Ce sérieux et glorieux avertissement aux opposants de l’égalité raciale redonnera espoir à une population meurtrie depuis des décennies mais tous ces bons sentiments ne parviendront pas à éradiquer l’intolérance, les rancœurs et les haines viscérales qui rongent la société américaine. Seulement quinze jours après cette imposante manifestation œcuménique, quatre petites filles noires sont brulées vives dans une église de Birmingham. Quelques semaines plus tard, le saxophoniste John Coltrane enregistre « Alabama » comme une réponse cinglante à l’obscurantisme cruel d’un pays en pleine dérive. En l’espace de cinq ans, les plus habiles orateurs seront réduits au silence. John F. Kennedy, Malcolm X, Bobby Kennedy et Martin Luther King lui-même périront sous les assauts de fondamentalistes blancs effrayés par l’évolution multiculturelle d’une Amérique qu’ils pensaient avoir conquise et sécurisée.

Les flammes de la colère !

En décapitant le mouvement, les bourreaux pensaient éliminer la « vermine ». Grave erreur ! La disparition de Martin Luther King radicalise le discours et l’engagement citoyen, les artistes reprennent le flambeau et poussent encore plus loin le message du pasteur.

Les émeutes, les échauffourées quotidiennes, les combats de rues se multiplient et incitent certaines grandes voix à entrer dans la bataille. Le 5 avril 1968, vingt-quatre heures après l’assassinat de Martin Luther King, et à l’invitation du maire de Boston, James Brown appelle, sur scène, ses fidèles à réfréner leur colère. Il donne un concert historique. Ce jour-là, Boston est la seule grande ville américaine épargnée par les flammes de la colère ! Quelques mois plus tard, le « Parrain de la Soul » laisse éclater, avec un brin d’opportunisme, son aigreur et sa frustration devant tant de violence et d’injustice : il fait paraître un hymne à la gloire du peuple noir, « Say it Loud – I’m Black and I’m Proud » (Dites le fort – Je suis noir et je suis fier).

La musique noire américaine continue inlassablement de porter l’espoir et la douleur d’une communauté blessée, malmenée, sacrifiée.
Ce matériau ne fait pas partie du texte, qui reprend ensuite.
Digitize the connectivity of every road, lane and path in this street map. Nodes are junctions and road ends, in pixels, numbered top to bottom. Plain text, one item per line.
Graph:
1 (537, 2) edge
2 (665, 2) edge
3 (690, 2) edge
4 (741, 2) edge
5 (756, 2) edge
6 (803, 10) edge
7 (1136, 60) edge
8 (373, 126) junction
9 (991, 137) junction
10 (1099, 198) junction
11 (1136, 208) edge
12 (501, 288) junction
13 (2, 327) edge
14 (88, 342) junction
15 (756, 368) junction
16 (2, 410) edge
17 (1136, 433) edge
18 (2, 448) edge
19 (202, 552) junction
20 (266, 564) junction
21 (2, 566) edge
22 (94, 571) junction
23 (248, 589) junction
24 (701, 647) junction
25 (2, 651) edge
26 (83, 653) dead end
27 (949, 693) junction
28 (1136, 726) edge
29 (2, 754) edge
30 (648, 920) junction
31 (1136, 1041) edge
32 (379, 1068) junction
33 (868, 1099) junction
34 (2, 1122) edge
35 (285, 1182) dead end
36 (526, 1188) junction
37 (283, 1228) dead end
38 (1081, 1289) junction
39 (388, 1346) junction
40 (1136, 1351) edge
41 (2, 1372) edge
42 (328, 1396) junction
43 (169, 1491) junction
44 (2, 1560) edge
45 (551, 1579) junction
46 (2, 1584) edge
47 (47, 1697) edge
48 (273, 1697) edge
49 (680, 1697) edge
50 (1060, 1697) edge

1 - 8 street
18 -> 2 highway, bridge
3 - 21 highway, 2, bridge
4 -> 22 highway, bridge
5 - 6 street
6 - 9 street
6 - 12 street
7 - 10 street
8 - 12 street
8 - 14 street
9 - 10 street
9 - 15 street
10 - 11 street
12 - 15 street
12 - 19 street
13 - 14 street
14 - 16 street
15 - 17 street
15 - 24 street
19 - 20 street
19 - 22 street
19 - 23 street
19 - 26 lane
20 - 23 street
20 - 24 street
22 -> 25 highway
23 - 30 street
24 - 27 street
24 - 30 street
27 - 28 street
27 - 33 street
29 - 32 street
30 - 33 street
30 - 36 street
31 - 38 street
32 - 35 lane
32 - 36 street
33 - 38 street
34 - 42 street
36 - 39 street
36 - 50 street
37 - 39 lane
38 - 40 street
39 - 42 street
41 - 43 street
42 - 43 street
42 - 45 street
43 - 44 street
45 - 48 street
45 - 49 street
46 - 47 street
Le funk des années 70, le rap des années 80 seront les stigmates de cette aventure humaine dont les enseignements parviennent à peine à rectifier la lecture caricaturale que nous avons toujours de la destinée afro-américaine. Le président Obama saura-t-il incliner les jugements hâtifs, apaiser les tensions, et trouver les mots justes pour que cet anniversaire ne soit pas seulement la cinquantenaire d’un rêve éveillé ?

Source : RFI

Photo : L’une des figures emblématiques, le «Parrain de la Soul», James Brown, au Hammersmith Odeon, à Londres, le 23 mai 1985.